1900 play by G. Bernard Shaw

Captain Brassbound's Conversion (1900) is a play by G. Bernard Shaw. It was published in Shaw's 1901 collection Three Plays for Puritans (with Caesar and Cleopatra, and The Devil's Disciple). The first American production of the play starred Ellen Terry in 1907. The play explores the relationship between the law, justice, revenge and forgiveness.

==Characters==
- Lady Cicely Waynflete
- Sir Howard Hallam
- Captain Brassbound
- Rankin
- Drinkwater
- Redbrook
- Johnson
- Marzo
- Sidi El Assif
- The Cadi
- Osman
- Hassan
- Captain Hamlin Kearney, U.S.N.
- American Bluejacket

==Plot==
ACT I, Mogador, Morocco. Sir Howard Hallam, a judge, and his sister-in-law, Lady Cicely Waynflete, a well-known explorer, are at the home of Rankin, a Presbyterian minister. Rankin knows Sir Howard as the brother of an old friend, Miles Hallam, who moved to Brazil after marrying a local woman. Sir Howard tells Rankin that his widow's family illicitly seized his brother's property after his death, but Sir Howard has now recovered it. Lady Cicely decides to explore Morocco with Sir Howard. They are advised to take an armed escort. This can be organised by Captain Brassbound, a smuggler who owns a ship called Thanksgiving. When Brassbound arrives, he warns Sir Howard that justice is ruled by codes of honour, not law courts in the mountain country.
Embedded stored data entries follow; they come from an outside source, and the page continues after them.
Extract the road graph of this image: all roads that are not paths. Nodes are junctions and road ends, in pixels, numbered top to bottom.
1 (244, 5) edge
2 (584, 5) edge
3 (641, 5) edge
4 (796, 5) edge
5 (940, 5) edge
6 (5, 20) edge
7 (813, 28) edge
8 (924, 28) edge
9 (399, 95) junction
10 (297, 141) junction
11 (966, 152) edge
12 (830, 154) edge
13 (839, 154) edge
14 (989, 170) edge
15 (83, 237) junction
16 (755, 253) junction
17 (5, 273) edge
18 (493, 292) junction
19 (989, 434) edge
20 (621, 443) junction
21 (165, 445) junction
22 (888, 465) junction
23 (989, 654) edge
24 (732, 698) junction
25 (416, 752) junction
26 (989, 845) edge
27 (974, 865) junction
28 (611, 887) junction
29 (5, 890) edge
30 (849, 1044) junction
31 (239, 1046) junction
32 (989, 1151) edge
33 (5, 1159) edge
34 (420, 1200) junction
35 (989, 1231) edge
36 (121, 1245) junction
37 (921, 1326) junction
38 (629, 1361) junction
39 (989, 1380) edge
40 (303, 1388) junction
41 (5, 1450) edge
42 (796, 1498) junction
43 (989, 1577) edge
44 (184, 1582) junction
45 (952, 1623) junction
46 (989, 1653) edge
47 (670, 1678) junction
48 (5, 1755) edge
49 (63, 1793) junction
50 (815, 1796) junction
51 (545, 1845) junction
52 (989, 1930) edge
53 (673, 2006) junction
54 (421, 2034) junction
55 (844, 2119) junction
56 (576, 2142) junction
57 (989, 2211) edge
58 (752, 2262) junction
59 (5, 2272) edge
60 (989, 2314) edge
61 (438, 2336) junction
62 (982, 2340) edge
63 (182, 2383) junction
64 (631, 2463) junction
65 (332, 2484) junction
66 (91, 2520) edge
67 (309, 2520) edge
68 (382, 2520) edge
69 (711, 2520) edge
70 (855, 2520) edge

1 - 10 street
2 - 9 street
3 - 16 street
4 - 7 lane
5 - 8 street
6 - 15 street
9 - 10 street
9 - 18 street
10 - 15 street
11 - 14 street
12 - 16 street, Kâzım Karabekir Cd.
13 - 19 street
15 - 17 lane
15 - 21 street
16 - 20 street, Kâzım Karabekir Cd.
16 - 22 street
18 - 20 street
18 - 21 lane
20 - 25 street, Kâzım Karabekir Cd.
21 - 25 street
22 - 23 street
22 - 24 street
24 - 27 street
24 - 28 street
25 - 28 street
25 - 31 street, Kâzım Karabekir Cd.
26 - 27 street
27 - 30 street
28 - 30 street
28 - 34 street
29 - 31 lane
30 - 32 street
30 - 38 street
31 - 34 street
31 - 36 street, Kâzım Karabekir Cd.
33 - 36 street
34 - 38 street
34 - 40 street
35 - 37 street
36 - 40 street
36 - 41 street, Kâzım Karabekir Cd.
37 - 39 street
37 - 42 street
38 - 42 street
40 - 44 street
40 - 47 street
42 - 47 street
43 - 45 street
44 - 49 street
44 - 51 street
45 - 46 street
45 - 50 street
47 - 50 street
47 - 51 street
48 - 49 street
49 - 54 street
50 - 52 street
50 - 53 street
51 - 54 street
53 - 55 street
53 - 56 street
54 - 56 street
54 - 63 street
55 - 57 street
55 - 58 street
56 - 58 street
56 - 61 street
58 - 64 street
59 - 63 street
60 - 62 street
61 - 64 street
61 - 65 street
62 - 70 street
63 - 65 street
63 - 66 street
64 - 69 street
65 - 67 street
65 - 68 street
ACT II, A Moorish castle occupied by Brassbound. An Italian Brassbound crew member, Marzo, has been wounded in a feud. Lady Cicely is tending to him, initially to Brassbound's irritation, but she wins him over. Sir Howard complains that Brassbound behaves more like a jailer than a host; Brassbound says Sir Howard is his prisoner. Brassbound explains that he is the son of Sir Howard's deceased brother, Miles. He blames Sir Howard for the death of his mother and for tricking him out of his inheritance by legal technicalities. He intends to hand over Sir Howard to a fanatical Islamist Sheik. He tells Sir Howard that he presides over an unfair justice system that punishes the poor and weak. Now that Sir Howard is powerless, he will receive the justice for revenge. Lady Cicely intercedes and argues with Brassbound that his code of honour is at least as brutal as the legal system he condemns. Brassbound wavers and eventually agrees to give up revenge. When the Sheik arrives, he offers to buy back Sir Howard, but the Sheik will only accept one price - Lady Cicely. Cicely agrees, but the local ruler appears at this point, having learned of the transaction. He frees Sir Howard and arrests Brassbound.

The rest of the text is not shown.